The cert, key, and ca are expected to be PEM encoded files. Example:
serverTlsConfig:
cert: /path/to/pem/encoded/server.crt
key: /path/to/pem/encoded/server.private.key
ca: /path/to/pem/encoded/ca.crt
clientAuth: none # or verify
Server TLS permutations¶
The following permutations are supported or serving over HTTPS:
| Configuration | Description |
|---|---|
cert and key populated |
The server will provide the cert to the client to establish 1-way TLS. |
clientAuth: none |
Client cert is not requested and will be ignored if provided. |
clientAuth: verify |
mTLS: Client cert is required and verified.
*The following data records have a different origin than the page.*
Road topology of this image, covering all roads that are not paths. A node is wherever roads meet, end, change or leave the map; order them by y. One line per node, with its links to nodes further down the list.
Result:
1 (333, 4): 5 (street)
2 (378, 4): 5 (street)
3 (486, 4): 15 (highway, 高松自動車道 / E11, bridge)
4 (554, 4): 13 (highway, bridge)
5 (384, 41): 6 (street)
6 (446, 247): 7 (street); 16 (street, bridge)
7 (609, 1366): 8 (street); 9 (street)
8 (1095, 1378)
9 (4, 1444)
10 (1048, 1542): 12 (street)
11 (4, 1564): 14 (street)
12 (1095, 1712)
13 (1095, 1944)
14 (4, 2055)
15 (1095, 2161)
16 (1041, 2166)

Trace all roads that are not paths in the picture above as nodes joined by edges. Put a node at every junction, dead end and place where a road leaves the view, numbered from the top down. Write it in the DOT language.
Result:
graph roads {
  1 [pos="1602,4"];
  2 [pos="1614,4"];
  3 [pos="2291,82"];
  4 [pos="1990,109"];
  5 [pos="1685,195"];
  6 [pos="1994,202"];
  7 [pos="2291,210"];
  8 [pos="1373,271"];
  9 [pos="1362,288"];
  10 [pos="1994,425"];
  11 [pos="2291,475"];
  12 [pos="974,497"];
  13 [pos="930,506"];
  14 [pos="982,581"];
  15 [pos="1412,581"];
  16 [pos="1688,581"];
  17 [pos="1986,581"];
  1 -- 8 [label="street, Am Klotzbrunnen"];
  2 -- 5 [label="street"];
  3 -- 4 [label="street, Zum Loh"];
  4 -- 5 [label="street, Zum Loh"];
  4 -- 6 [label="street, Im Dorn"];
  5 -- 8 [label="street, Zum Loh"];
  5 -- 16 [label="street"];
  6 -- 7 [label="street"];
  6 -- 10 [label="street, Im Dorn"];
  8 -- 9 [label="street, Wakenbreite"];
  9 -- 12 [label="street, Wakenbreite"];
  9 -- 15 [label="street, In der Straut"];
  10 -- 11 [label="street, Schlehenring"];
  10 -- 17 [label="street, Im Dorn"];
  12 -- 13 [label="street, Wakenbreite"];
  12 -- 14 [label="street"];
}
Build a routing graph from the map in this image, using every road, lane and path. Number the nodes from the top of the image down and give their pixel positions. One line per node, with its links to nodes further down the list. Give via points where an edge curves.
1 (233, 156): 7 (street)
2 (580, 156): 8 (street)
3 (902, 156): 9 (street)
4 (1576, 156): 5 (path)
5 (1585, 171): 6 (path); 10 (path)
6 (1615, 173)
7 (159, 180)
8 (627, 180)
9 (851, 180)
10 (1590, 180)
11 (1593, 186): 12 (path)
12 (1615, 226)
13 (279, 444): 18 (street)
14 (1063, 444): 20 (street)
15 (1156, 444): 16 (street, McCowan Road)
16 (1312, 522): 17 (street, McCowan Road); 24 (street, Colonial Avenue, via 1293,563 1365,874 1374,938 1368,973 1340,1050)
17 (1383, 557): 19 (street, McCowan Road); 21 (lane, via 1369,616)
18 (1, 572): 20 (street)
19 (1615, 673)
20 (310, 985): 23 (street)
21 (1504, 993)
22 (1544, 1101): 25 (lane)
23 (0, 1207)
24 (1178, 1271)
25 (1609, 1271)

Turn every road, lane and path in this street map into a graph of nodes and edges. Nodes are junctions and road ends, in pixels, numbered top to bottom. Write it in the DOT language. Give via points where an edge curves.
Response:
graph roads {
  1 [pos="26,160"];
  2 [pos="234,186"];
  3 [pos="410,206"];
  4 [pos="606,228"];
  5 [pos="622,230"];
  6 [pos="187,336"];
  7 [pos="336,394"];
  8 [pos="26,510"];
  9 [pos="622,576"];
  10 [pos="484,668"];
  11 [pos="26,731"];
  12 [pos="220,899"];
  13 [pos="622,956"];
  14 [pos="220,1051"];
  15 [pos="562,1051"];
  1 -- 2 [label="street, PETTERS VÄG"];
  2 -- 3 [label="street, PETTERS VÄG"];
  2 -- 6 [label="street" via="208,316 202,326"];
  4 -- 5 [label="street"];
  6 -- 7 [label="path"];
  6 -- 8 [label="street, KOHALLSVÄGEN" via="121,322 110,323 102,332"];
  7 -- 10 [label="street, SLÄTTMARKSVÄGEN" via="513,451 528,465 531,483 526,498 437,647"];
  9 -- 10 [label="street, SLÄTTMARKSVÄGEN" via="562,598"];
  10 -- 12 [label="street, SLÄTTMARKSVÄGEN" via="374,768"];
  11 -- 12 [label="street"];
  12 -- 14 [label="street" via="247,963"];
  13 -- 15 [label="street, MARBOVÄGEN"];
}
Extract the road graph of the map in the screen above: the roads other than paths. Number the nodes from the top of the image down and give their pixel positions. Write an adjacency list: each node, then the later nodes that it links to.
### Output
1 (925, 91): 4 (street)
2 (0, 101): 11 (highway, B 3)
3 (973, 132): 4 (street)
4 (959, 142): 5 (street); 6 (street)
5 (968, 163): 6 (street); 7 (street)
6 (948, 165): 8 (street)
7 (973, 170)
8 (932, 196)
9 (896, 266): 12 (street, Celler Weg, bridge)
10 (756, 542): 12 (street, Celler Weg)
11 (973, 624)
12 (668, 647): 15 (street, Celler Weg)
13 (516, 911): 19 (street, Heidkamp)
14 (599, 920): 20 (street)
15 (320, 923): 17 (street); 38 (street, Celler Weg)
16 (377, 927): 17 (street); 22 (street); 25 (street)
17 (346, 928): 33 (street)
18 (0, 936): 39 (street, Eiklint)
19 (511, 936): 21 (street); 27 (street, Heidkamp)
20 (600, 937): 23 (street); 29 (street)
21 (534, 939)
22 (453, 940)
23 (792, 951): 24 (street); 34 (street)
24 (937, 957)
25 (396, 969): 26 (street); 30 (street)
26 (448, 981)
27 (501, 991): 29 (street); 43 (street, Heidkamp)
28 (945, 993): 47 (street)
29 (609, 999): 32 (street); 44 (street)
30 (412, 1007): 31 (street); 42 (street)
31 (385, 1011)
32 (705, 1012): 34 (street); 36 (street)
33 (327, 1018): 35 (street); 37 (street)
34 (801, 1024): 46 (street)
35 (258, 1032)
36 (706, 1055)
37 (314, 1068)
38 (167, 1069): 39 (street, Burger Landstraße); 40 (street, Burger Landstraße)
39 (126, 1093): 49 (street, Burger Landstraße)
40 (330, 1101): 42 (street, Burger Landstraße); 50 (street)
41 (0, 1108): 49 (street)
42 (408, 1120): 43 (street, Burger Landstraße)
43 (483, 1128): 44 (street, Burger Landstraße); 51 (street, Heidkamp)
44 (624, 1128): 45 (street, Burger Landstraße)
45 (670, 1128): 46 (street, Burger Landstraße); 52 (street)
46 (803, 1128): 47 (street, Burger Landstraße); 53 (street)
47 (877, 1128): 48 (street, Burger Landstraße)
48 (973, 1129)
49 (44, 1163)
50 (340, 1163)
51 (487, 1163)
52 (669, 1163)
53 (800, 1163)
See the ca key below. |
ca populated |
Client cert is validated against the provided CA. |
ca omitted |
Client cert is validated against the OS trust store. |
Prune Configuration¶
Pruning configures the server to remove images as a background process based on create date or recency of a pull. (Each time an image is pulled the server updates the pull date/time for the image.) Pruning is disabled by default. An example full prune configuration is as follows:
pruneConfig:
enabled: true
duration: 30d
type: accessed
frequency: 1d
count: -1
dryRun: false
Prune configuration keys and values¶
| Key | Type | Description |
|---|---|---|
enabled |
Boolean | If true, enables background pruning. |
duration |
Duration expression | E.g.: 30d. The value is interpreted based on the prune type below. Valid time units are ns (nanoseconds), us or µs (microseconds), ms (milliseconds), s (seconds), m (minutes), h (hours), and d (days). |
type |
Keyword | Valid values are accessed and created. If accessed, then the server prunes images that have not been pulled in duration amount of time. If created, then the server prunes images whose create date is older than duration time ago. |
frequency |
Duration expression | E.g.: 1d. Run the background pruner with this frequency. The time units are the same as for duration. |
count |
Integer | The number of images to prune on each run of the background pruner. A value of -1 means no limit to the number of images pruned. |
dryRun |
Boolean | If true then just log messages but don't actually prune. For testing and troubleshooting. |
Since pruning locks the cache, a good strategy is to limit the number of pruned images on each invocation of the pruner and run with greater frequency.